Data excerpts →
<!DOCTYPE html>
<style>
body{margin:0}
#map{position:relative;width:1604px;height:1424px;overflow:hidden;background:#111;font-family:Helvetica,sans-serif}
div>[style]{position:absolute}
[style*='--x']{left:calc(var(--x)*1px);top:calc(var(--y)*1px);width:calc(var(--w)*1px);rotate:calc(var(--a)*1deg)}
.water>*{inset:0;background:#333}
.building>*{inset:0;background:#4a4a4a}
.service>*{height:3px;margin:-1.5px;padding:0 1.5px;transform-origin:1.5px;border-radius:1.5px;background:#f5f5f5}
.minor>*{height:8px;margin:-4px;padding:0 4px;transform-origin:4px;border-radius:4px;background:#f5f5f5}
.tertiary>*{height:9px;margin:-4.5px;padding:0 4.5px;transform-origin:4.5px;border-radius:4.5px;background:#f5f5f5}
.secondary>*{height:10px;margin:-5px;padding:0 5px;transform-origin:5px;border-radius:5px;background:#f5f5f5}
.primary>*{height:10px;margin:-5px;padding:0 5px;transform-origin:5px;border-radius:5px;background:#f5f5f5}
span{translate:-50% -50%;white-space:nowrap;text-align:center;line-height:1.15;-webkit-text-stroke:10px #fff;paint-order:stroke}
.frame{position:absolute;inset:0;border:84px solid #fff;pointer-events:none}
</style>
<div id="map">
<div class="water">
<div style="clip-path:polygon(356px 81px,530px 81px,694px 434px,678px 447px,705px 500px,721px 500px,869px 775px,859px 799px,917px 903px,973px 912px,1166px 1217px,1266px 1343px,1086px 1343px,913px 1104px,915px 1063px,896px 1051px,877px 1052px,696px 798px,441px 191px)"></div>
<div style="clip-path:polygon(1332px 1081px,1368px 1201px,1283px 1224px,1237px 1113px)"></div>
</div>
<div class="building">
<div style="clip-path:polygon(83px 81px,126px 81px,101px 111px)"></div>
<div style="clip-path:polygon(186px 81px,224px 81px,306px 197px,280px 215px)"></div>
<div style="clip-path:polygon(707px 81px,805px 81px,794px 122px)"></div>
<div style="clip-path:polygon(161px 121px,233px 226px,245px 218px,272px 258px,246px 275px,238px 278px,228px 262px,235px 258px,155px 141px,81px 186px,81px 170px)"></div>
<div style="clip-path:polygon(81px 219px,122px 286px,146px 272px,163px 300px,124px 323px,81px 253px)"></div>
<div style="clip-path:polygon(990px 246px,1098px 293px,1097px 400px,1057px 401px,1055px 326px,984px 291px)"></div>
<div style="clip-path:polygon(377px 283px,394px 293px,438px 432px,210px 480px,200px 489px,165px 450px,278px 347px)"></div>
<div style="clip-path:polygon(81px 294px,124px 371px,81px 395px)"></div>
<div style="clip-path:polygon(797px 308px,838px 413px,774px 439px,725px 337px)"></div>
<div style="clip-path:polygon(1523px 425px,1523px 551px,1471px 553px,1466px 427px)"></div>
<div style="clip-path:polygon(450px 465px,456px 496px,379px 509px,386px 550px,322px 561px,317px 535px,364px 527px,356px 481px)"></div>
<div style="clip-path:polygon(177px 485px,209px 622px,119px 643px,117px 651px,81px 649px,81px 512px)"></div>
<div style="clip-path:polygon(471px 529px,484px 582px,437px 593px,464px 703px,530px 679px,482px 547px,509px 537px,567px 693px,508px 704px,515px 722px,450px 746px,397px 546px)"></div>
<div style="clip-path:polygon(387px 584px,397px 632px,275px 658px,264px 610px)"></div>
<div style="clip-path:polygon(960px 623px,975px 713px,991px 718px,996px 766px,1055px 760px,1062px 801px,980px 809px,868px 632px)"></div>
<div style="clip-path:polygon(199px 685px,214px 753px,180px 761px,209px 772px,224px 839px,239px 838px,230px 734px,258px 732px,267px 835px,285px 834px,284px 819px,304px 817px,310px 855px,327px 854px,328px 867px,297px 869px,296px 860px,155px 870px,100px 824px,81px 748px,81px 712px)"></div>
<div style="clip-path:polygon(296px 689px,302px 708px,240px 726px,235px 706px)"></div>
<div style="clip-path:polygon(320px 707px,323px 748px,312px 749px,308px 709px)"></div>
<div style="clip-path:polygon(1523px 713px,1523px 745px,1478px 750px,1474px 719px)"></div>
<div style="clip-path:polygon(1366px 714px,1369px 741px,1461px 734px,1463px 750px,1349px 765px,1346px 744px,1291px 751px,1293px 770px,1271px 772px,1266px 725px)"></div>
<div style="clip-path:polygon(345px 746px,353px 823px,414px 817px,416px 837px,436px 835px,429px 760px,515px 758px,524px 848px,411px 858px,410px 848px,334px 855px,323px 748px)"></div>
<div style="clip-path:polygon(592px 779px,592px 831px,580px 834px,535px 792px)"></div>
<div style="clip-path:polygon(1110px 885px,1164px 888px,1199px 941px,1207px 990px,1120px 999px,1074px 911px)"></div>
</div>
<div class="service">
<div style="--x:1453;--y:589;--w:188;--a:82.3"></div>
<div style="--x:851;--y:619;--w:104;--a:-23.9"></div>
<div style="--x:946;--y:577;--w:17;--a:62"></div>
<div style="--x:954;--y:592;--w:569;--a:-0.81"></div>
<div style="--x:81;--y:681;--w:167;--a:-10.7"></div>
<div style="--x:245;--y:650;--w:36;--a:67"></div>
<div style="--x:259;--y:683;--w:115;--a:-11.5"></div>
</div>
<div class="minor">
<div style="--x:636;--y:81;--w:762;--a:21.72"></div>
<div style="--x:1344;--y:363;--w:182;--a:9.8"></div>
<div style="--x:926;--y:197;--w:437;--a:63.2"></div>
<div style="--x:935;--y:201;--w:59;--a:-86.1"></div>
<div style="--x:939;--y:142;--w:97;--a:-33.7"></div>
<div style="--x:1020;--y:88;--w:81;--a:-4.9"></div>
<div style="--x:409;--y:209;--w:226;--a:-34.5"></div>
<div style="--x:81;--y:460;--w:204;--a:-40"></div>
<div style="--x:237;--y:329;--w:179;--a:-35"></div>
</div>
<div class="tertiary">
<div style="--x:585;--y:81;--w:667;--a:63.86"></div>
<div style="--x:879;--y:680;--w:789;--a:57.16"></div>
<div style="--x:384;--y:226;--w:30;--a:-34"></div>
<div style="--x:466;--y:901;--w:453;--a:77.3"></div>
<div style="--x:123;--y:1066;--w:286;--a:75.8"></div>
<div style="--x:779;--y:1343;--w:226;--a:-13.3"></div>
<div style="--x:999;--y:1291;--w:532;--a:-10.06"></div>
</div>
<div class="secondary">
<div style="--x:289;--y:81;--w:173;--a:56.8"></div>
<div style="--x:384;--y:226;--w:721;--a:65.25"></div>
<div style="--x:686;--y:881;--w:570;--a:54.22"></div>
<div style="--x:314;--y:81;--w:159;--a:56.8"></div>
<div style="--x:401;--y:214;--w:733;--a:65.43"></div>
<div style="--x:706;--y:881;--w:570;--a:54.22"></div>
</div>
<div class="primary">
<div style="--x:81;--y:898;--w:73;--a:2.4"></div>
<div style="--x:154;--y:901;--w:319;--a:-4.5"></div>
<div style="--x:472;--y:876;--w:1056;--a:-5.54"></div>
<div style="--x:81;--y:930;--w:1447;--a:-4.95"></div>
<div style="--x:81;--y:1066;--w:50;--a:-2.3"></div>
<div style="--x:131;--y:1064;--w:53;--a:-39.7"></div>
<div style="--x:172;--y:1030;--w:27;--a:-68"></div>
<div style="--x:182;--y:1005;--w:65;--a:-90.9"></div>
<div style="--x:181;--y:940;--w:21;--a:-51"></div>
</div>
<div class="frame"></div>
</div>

How to complete this task → Among the entries, how many lines include the word "width"? Answer with only the number.

Written response → 2